Warning: White Man's Burden takes a long, tough look at the why, what and how of international efforts with poverty.

The sobering  subtitle: "Why the West's efforts to aid the Rest have done so much ill and so little good."

The root: "The White Man's Burden emerged from the West's self-pleasing fantasy that 'we' were the chosen ones to save the Rest."

Crucial needs for success: Constant feedback from the poor and ongoing accountability to the poor.

Author William Easterly on effective and ineffective choices:
  • "It hasn't worked to tell the poor what to do."

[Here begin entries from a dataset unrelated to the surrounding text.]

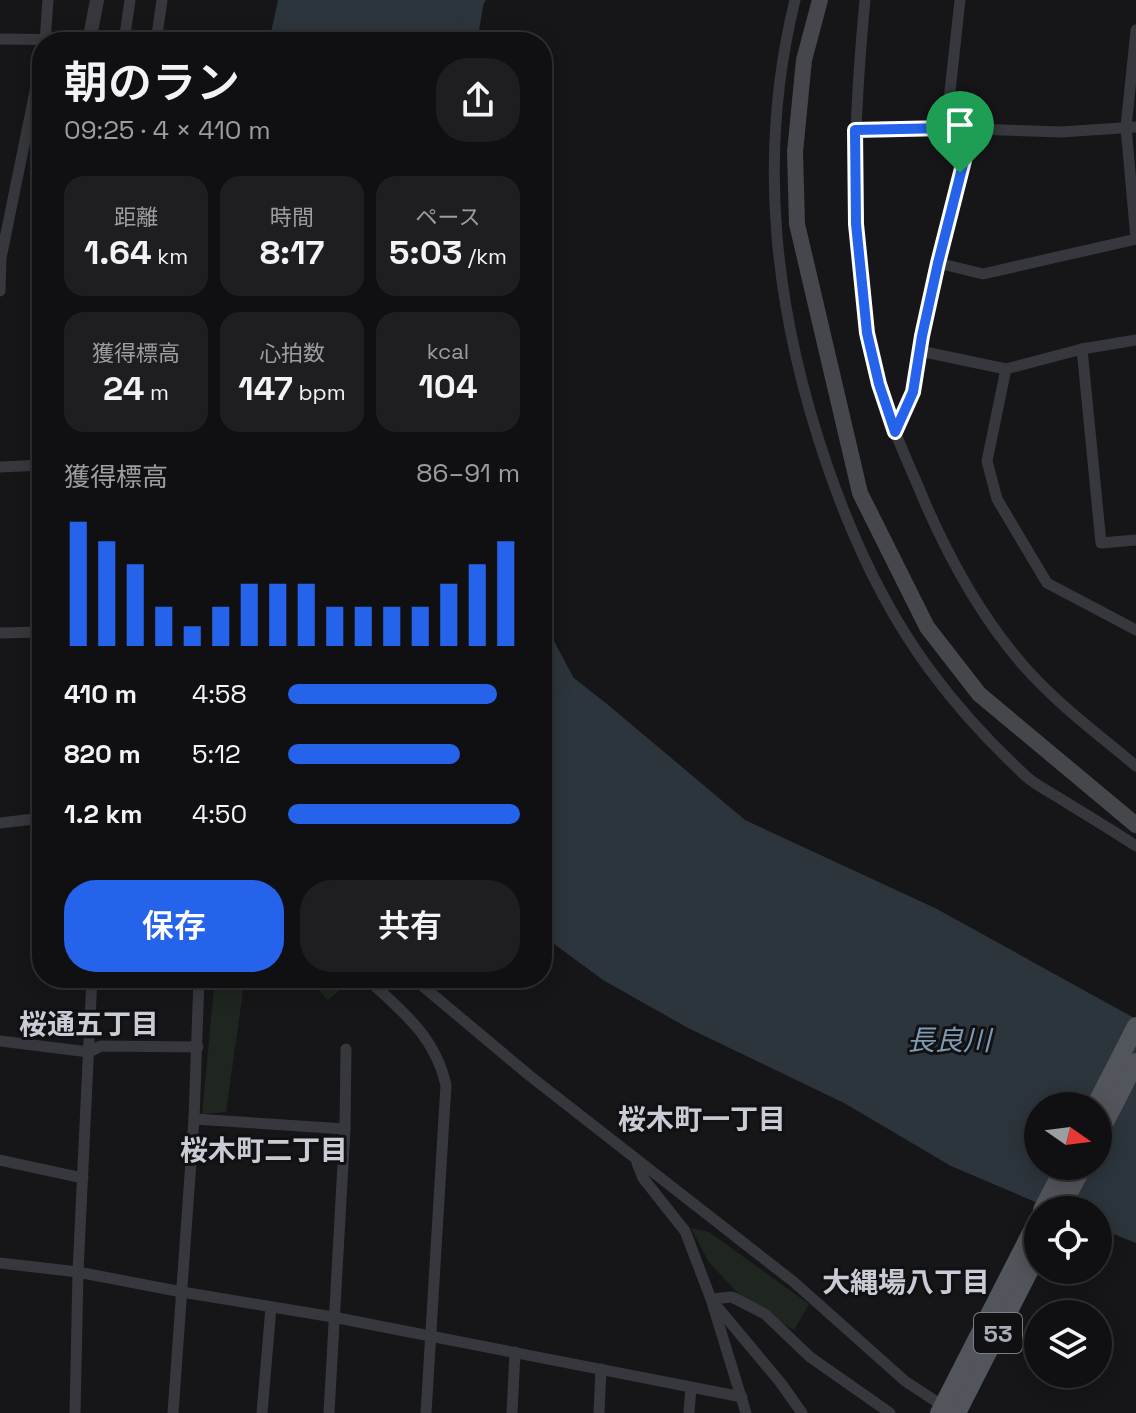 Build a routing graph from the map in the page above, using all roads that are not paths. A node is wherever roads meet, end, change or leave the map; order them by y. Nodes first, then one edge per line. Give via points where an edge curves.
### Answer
1 (48, 0) edge
2 (97, 0) edge
3 (130, 0) edge
4 (162, 0) edge
5 (795, 0) edge
6 (820, 0) edge
7 (865, 0) edge
8 (960, 0) edge
9 (1136, 30) edge
10 (46, 32) edge
11 (92, 32) edge
12 (125, 32) edge
13 (157, 32) edge
14 (0, 39) edge
15 (32, 40) edge
16 (32, 106) edge
17 (1131, 127) edge
18 (946, 128) junction
19 (972, 129) junction
20 (855, 130) junction
21 (1, 258) edge
22 (938, 263) junction
23 (0, 291) edge
24 (1136, 340) edge
25 (1082, 349) junction
26 (920, 351) junction
27 (1006, 369) junction
28 (895, 432) junction
29 (32, 465) edge
30 (0, 467) edge
31 (1136, 540) edge
32 (1136, 630) edge
33 (32, 632) edge
34 (0, 633) edge
35 (1136, 766) edge
36 (32, 819) edge
37 (0, 823) edge
38 (1136, 825) edge
39 (1136, 846) edge
40 (92, 988) edge
41 (199, 988) edge
42 (376, 988) edge
43 (425, 988) edge
44 (1136, 1026) edge
45 (0, 1041) edge
46 (198, 1047) junction
47 (346, 1049) dead end
48 (89, 1052) junction
49 (1136, 1062) edge
50 (1102, 1092) edge
51 (1112, 1109) edge
52 (194, 1119) junction
53 (345, 1129) junction
54 (0, 1160) edge
55 (636, 1160) junction
56 (83, 1178) junction
57 (1024, 1246) edge
58 (0, 1263) edge
59 (78, 1272) junction
60 (1024, 1281) edge
61 (182, 1292) junction
62 (711, 1299) junction
63 (271, 1307) junction
64 (333, 1317) junction
65 (429, 1334) junction
66 (515, 1352) junction
67 (601, 1369) junction
68 (691, 1387) junction
69 (742, 1397) junction
70 (75, 1413) edge
71 (173, 1413) edge
72 (262, 1413) edge
73 (329, 1413) edge
74 (426, 1413) edge
75 (512, 1413) edge
76 (599, 1413) edge
77 (689, 1413) edge
78 (746, 1413) edge
79 (802, 1413) edge
80 (890, 1413) edge
81 (939, 1413) edge
82 (955, 1413) edge

1 - 10 street
2 - 11 street
3 - 12 street
4 - 13 street
5 - 39 street via 775,117 777,252 801,382 856,542 922,659 986,737 1031,780
6 - 38 main road via 804,60 795,152 797,224 860,493 927,627 979,694
7 - 20 street
8 - 18 street
9 - 17 street
14 - 15 street
16 - 21 street
17 - 19 street via 1061,132
17 - 22 street via 1136,239 983,274
18 - 19 street
18 - 20 street
19 - 22 street
20 - 28 street via 856,224 867,333
21 - 23 street
22 - 26 street
24 - 25 street
25 - 27 street
25 - 31 street via 1101,543
26 - 27 street
26 - 28 street via 913,392
27 - 32 street via 987,461 997,499 1047,583
28 - 35 street via 938,531 992,627 1025,667
29 - 30 street
33 - 34 street
36 - 37 street
40 - 48 street
41 - 46 street
42 - 65 street via 424,1034 446,1085
43 - 55 street
44 - 50 main road
45 - 48 street
46 - 48 street via 101,1046
46 - 52 street
47 - 53 street
48 - 56 street
49 - 51 main road
52 - 53 street
52 - 61 street
53 - 64 street
54 - 56 street
55 - 62 street via 643,1178 684,1228
55 - 82 street via 795,1283 905,1381
56 - 59 street
57 - 81 main road, 53, bridge
58 - 59 street
59 - 61 street
59 - 70 street
60 - 82 main road, 53
61 - 63 street
61 - 71 street
62 - 69 street
62 - 79 street
62 - 80 street via 732,1297 765,1314 810,1357
63 - 64 street
63 - 72 street
64 - 65 street
64 - 73 street
65 - 66 street
65 - 74 street
66 - 67 street
66 - 75 street
67 - 68 street
67 - 76 street
68 - 69 street
68 - 77 street
69 - 78 street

  • "Let's call the advocates of the traditional approach the Planners, while we call the agents for change in the alternative approach the Searchers. "
  • "A Planner thinks he already knows the answers; he thinks of poverty as a technical engineering problem that his answers will solve.
  • "A Searcher admits he doesn't know the answers in advance; he believes that poverty is a complicated tangle of political, social, historical, institutional, and technological factors. A Searcher hopes to find answers to individual problems only by trial and error experimentation.
  • "A Planner believe outsiders know enough to impose solutions. A Searcher believes only insiders have enough knowledge to find solutions and that most solutions must be homegrown."
  • "The only Big Answer is that there is no Big Answer."
  • "The most important suggestion is to search for small improvements, then brutally scrutinize and test whether the poor got what they wanted and were better off, and then repeat the process."
Transferable values and actions in the author's list of recommendations:
  • Individual accountability
  • Search for what works locally
  • Feasible actions that helps the poor lift themselves up
  • Experiment
  • Evaluate
  • Invest in what's working, disinvest in what's not


More insights along the way:
  • "Only the self-reliant efforts of poor people and poor societies themselves can end poverty, borrowing ideas and institutions from the West when it suits them to do so."
  • "Aid agencies cannot end world poverty but they can do many useful things to meet the diverse needs of the poor and give them new opportunities."
  • "The dynamism of the poor at the bottom has much more potential than plans at the top."
  • "Westerners: Don't do things to or for other people without giving them a way to let you know–and hold you accountable for what you have actually done to or for them."
  • "Even though the biggest payoff comes from local Searchers who solve their own problems, Searchers from the rich West can do good, specific things for poor people."
  • A Sir Francis Bacon quote: "So it cometh often to pass, that mean and small things discover great better than great can discover small."
  • "How can top-down Planners make markets work when it requires understanding not just free markets but also the bottom-up search for the social norms, producer and consumer networks, and kin relationships that facilitate exchange."
  • "Colonial officials suffered from all the same problems that characterize today's White Man's Burden: excessive self confidence of bureaucrats, coercive top-down planning, desultory knowledge of local conditions, and little feedback from the locals on what worked."
  • "....make known your dissatisfaction with Planners and call for more Searchers."